Cette infraction est punie d’un an d’emprisonnement et de 15 000 euros d’amende.
Par exemple, le fait de divulguer publiquement sur un réseau social l’adresse du domicile d’une personne peut constituer cette infraction, quand bien même cette information serait disponible publiquement dans l’annuaire.
IV - La dimension judiciaire de l’OSINT.
L’OSINT est particulièrement utile au monde judiciaire, cela pour plusieurs raisons :
- En amont d’une procédure, ces éléments peuvent apporter des preuves pour préparer toute action contentieuse civile, commerciale ou pénale ainsi que pour préparer toute négociation amiable.
- Au stade d’une enquête pénale par exemple, cette méthode peut contribuer à permettre l’identification de l’auteur de l’infraction.
- Dans le cadre d’un contentieux, l’OSINT va permettre de collecter des preuves pour démontrer votre position et aussi pour contredire les arguments de la partie adverse.
Néanmoins, il existe des règles s’agissant de la production en justice de ces informations, particulièrement concernant leur valeur probante.
1) Peut-on produire en justice des informations collectées grâce à l’OSINT ?
Il est tout à fait possible de produire en justice des informations récoltées en source ouverte, que cela soit au pénal ou au civil.
Sur un plan international, des éléments issus de l’OSINT ont été utilisés à plusieurs reprises pour déclencher l’ouverture d’enquête. Dans son « Plan stratégique 2016-2018 », le Bureau du procureur de la Cour pénale internationale note ainsi que « l’accès à Internet par les victimes, les témoins et les auteurs des crimes créent un environnement dynamique pour surveiller et confirmer la commission de crimes relevant de la compétence de la Cour ».

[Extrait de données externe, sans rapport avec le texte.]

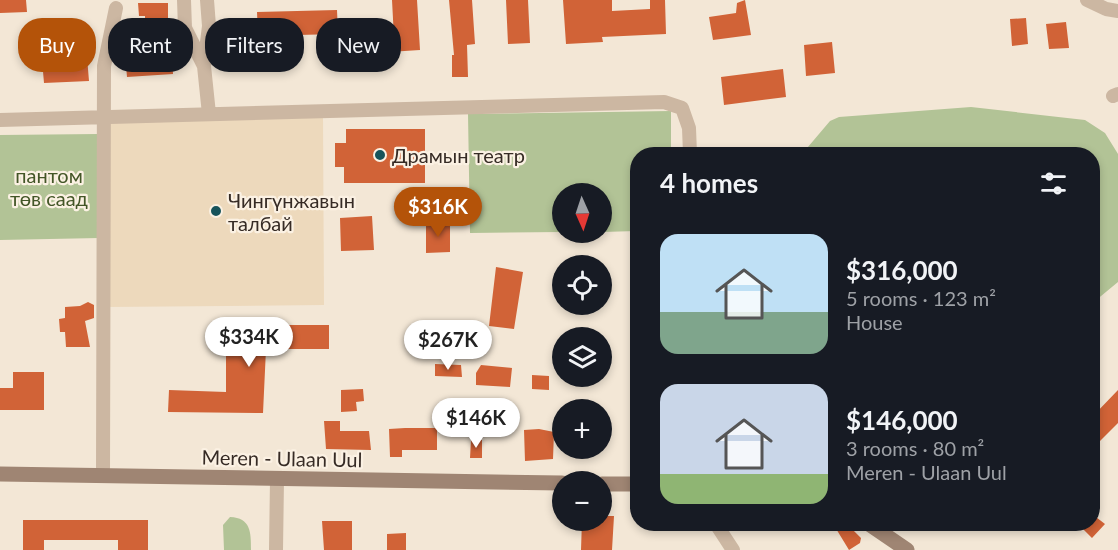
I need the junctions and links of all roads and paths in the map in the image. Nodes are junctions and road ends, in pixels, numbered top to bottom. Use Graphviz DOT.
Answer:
graph roads {
  1 [pos="184,0"];
  2 [pos="207,0"];
  3 [pos="1087,0"];
  4 [pos="116,8"];
  5 [pos="1118,11"];
  6 [pos="204,66"];
  7 [pos="209,114"];
  8 [pos="104,117"];
  9 [pos="0,120"];
  10 [pos="690,147"];
  11 [pos="0,474"];
  12 [pos="103,475"];
  13 [pos="277,480"];
  14 [pos="552,483"];
  15 [pos="612,484"];
  16 [pos="630,484"];
  17 [pos="721,531"];
  18 [pos="879,531"];
  19 [pos="276,550"];
  20 [pos="733,550"];
  21 [pos="907,550"];
  1 -- 6 [label="street"];
  2 -- 6 [label="street"];
  3 -- 5 [label="street"];
  4 -- 8 [label="street"];
  6 -- 7 [label="street"];
  7 -- 8 [label="street"];
  7 -- 10 [label="street"];
  8 -- 9 [label="street"];
  8 -- 12 [label="street"];
  11 -- 12 [label="street, Meren - Ulaan Uul"];
  12 -- 13 [label="street, Meren - Ulaan Uul"];
  13 -- 14 [label="street, Meren - Ulaan Uul"];
  13 -- 19 [label="street"];
  15 -- 16 [label="street"];
  17 -- 20 [label="street"];
  18 -- 21 [label="street"];
}
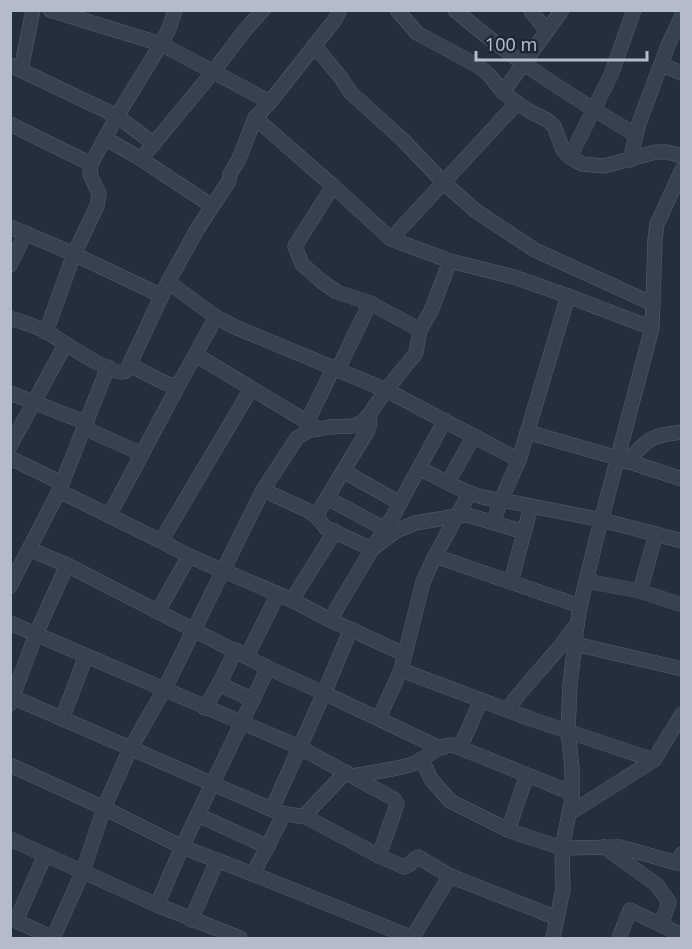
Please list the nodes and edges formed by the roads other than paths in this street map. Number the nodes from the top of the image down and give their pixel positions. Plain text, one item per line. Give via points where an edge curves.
1 (33, 10) edge
2 (50, 10) edge
3 (175, 10) edge
4 (263, 10) edge
5 (340, 10) edge
6 (397, 10) edge
7 (455, 10) edge
8 (530, 10) edge
9 (562, 10) edge
10 (618, 10) edge
11 (633, 14) edge
12 (681, 16) edge
13 (547, 31) junction
14 (161, 44) junction
15 (314, 45) junction
16 (524, 63) junction
17 (661, 65) junction
18 (16, 67) edge
19 (213, 72) junction
20 (681, 73) edge
21 (503, 92) junction
22 (270, 102) junction
23 (518, 103) junction
24 (594, 109) junction
25 (117, 116) junction
26 (255, 118) junction
27 (10, 124) edge
28 (636, 135) junction
29 (105, 138) junction
30 (154, 144) junction
31 (681, 156) edge
32 (570, 158) junction
33 (141, 159) junction
34 (630, 160) junction
35 (91, 164) junction
36 (681, 170) edge
37 (444, 183) junction
38 (333, 186) junction
39 (676, 195) edge
40 (212, 206) junction
41 (10, 227) edge
42 (26, 233) junction
43 (391, 239) junction
44 (74, 254) junction
45 (450, 261) junction
46 (10, 265) edge
47 (168, 282) junction
48 (568, 296) junction
49 (162, 297) junction
50 (370, 303) junction
51 (653, 304) junction
52 (216, 317) junction
53 (10, 318) edge
54 (652, 328) junction
55 (420, 330) junction
56 (46, 332) junction
57 (65, 345) junction
58 (196, 355) junction
59 (130, 364) junction
60 (108, 368) junction
61 (336, 368) junction
62 (178, 386) junction
63 (251, 389) junction
64 (386, 390) junction
65 (10, 393) edge
66 (34, 403) junction
67 (369, 415) junction
68 (445, 420) junction
69 (86, 425) junction
70 (313, 426) junction
71 (527, 432) junction
72 (681, 432) edge
73 (474, 435) junction
74 (10, 446) edge
75 (142, 454) junction
76 (10, 458) edge
77 (519, 460) junction
78 (623, 460) junction
79 (419, 468) junction
80 (343, 471) junction
81 (681, 479) edge
82 (448, 482) junction
83 (60, 487) junction
84 (263, 490) junction
85 (470, 494) junction
86 (327, 498) junction
87 (501, 500) junction
88 (400, 503) junction
89 (531, 506) junction
90 (109, 516) junction
91 (316, 516) junction
92 (457, 516) junction
93 (602, 520) junction
94 (493, 523) junction
95 (385, 529) junction
96 (335, 531) junction
97 (524, 532) junction
98 (656, 534) junction
99 (161, 541) junction
100 (681, 541) edge
101 (29, 549) junction
102 (372, 549) junction
103 (189, 556) junction
104 (435, 556) junction
105 (68, 565) junction
106 (224, 570) junction
107 (586, 580) junction
108 (511, 582) junction
109 (10, 586) edge
110 (640, 591) junction
111 (278, 594) junction
112 (292, 600) junction
113 (681, 605) edge
114 (580, 606) junction
115 (158, 611) junction
116 (330, 620) junction
117 (10, 623) edge
118 (576, 625) junction
119 (194, 629) junction
120 (351, 629) junction
121 (36, 634) junction
122 (575, 644) junction
123 (241, 653) junction
124 (405, 654) junction
125 (86, 656) junction
126 (268, 668) junction
127 (681, 668) edge
128 (400, 670) junction
129 (219, 684) junction
130 (164, 690) junction
131 (324, 693) junction
132 (11, 699) edge
133 (253, 700) junction
134 (481, 700) junction
135 (206, 708) junction
136 (508, 710) junction
137 (681, 714) edge
138 (379, 718) junction
139 (62, 719) junction
140 (242, 723) junction
141 (568, 732) junction
142 (300, 747) junction
143 (440, 748) junction
144 (460, 748) junction
145 (130, 749) junction
146 (422, 760) junction
147 (654, 760) junction
148 (10, 765) edge
149 (350, 774) junction
150 (527, 775) junction
151 (212, 784) junction
152 (572, 793) junction
153 (104, 808) junction
154 (278, 812) junction
155 (570, 813) junction
156 (198, 815) junction
157 (306, 817) junction
158 (508, 830) junction
159 (10, 839) edge
160 (182, 847) junction
161 (268, 847) junction
162 (604, 847) junction
163 (562, 848) junction
164 (681, 854) edge
165 (45, 855) junction
166 (379, 856) junction
167 (217, 861) junction
168 (82, 871) junction
169 (253, 874) junction
170 (450, 876) junction
171 (157, 905) junction
172 (557, 918) junction
173 (13, 920) edge
174 (192, 920) junction
175 (671, 933) edge
176 (225, 936) edge
177 (413, 938) edge
178 (53, 939) edge
179 (240, 939) edge
180 (553, 939) edge
181 (619, 939) edge

1 - 18 street
2 - 14 street
3 - 14 street
4 - 19 street
5 - 15 street
6 - 21 street via 417,33 480,67
7 - 16 street
8 - 13 street
9 - 13 street
10 - 11 street
11 - 24 street
12 - 17 street
13 - 16 street
14 - 19 street
14 - 25 street
15 - 22 street
15 - 37 street via 351,93
16 - 21 street
16 - 24 street
17 - 20 street
17 - 28 street
18 - 25 street
19 - 22 street
19 - 30 street
21 - 23 street
22 - 26 street
23 - 32 street via 554,126
23 - 37 street
24 - 28 street
24 - 32 street
25 - 29 street
25 - 30 street
26 - 38 street
26 - 40 street via 229,181
27 - 35 street
28 - 34 street
29 - 33 street
29 - 35 street
30 - 33 street
31 - 34 street via 656,152
32 - 34 street via 582,164 604,166
33 - 40 street
35 - 44 street via 90,174 99,194 97,207
36 - 39 street
37 - 43 street
37 - 51 street via 476,211 535,250
38 - 43 street
38 - 50 street via 296,246 302,264 321,281 337,292
39 - 51 street via 657,224
40 - 47 street
41 - 42 street
42 - 44 street
42 - 46 street
43 - 45 street
44 - 49 street
44 - 56 street
45 - 48 street
45 - 55 street
47 - 49 street
47 - 52 street
48 - 54 street
48 - 71 street
49 - 59 street
50 - 55 street
50 - 61 street
51 - 54 street
52 - 58 street
52 - 61 street
53 - 56 street
54 - 78 street
55 - 64 street via 416,353
56 - 57 street
57 - 60 street
57 - 66 street
58 - 62 street
58 - 63 street
59 - 60 street via 123,372
59 - 62 street
60 - 69 street
61 - 64 street
61 - 70 street
62 - 75 street
63 - 70 street
63 - 99 street
64 - 67 street
64 - 68 street
65 - 66 street
66 - 69 street
66 - 74 street
67 - 70 street via 353,426
67 - 80 street via 368,430
68 - 73 street
68 - 79 street
69 - 75 street
69 - 83 street
70 - 84 street via 297,438
71 - 77 street
71 - 78 street
72 - 78 street via 650,438
73 - 77 street
73 - 82 street
75 - 90 street
76 - 83 street
77 - 87 street
78 - 81 street
78 - 93 street
79 - 82 street
79 - 88 street
80 - 86 street
80 - 88 street
82 - 85 street
83 - 90 street
83 - 101 street
84 - 91 street
84 - 106 street
85 - 87 street
85 - 92 street
86 - 91 street
86 - 95 street
87 - 89 street
87 - 94 street
88 - 95 street
89 - 93 street
89 - 97 street
90 - 99 street
91 - 96 street via 326,528
92 - 94 street via 468,515
92 - 102 street via 415,523
92 - 104 street
93 - 98 street
93 - 107 street
94 - 97 street
95 - 102 street
96 - 102 street
96 - 112 street
97 - 108 street
98 - 100 street
98 - 110 street
99 - 103 street
101 - 105 street
101 - 109 street
102 - 116 street
103 - 106 street
103 - 115 street
104 - 108 street
104 - 124 street via 423,582
105 - 115 street
105 - 121 street
106 - 111 street
106 - 119 street
107 - 110 street
107 - 114 street
108 - 114 street
110 - 113 street
111 - 112 street
111 - 123 street
112 - 116 street
114 - 118 street
115 - 119 street
116 - 120 street
117 - 121 street
118 - 122 street
118 - 136 street
119 - 123 street
119 - 130 street
120 - 124 street
120 - 131 street
121 - 125 street
121 - 132 street
122 - 127 street
122 - 141 street
123 - 126 street
123 - 129 street
124 - 128 street
125 - 130 street
125 - 139 street
126 - 131 street
126 - 133 street
128 - 134 street
128 - 138 street
129 - 133 street
129 - 135 street
130 - 135 street
130 - 145 street
131 - 138 street
131 - 142 street
132 - 139 street
133 - 140 street
134 - 136 street
134 - 144 street
135 - 140 street
136 - 141 street
137 - 147 street
138 - 143 street
139 - 145 street
140 - 142 street
140 - 151 street
141 - 147 street
141 - 152 street
142 - 149 street
142 - 154 street
143 - 144 street
143 - 146 street
144 - 150 street
145 - 151 street
145 - 153 street
146 - 149 street
146 - 158 street via 431,779 450,801
147 - 155 street
148 - 153 street
149 - 157 street
149 - 166 street via 397,802
150 - 152 street
150 - 158 street
151 - 154 street
151 - 156 street
152 - 155 street
153 - 160 street
153 - 168 street
154 - 157 street
154 - 161 street
155 - 163 street
156 - 160 street
156 - 161 street
157 - 166 street
158 - 163 street
159 - 165 street
160 - 167 street
160 - 171 street
161 - 169 street
162 - 163 street
162 - 164 street via 677,863
162 - 175 street via 657,885 669,902
163 - 172 street via 563,889
165 - 168 street
165 - 173 street
166 - 170 street via 406,867 418,857
167 - 169 street
167 - 174 street
168 - 171 street
168 - 178 street
169 - 177 street
170 - 172 street
170 - 177 street
171 - 174 street
172 - 180 street
173 - 178 street
174 - 176 street
175 - 181 street via 630,910
176 - 179 street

A titre d’exemple, « Bellingcat », une ONG regroupant des enquêteurs en ligne spécialisés dans la vérification des faits et le renseignement d’origine source ouverte, ont fourni des preuves numériques qui ont été produites devant la Cour pénale Internationale, dans le contexte de la guerre en Syrie [4].
2) La valeur probante des informations récoltées.
Afin de pouvoir produire en justice les informations récoltées, il existe plusieurs solutions, notamment par exemple :
- Ecrire toutes les étapes qui ont permis de parvenir à l’information. Il doit être possible pour un tiers d’accéder à la même information en suivant toutes ces étapes.
- Captures d’écran horodatées.
- Faire appel à un huissier afin qu’il puisse réaliser un constat suivant les règles de l’art en la matière.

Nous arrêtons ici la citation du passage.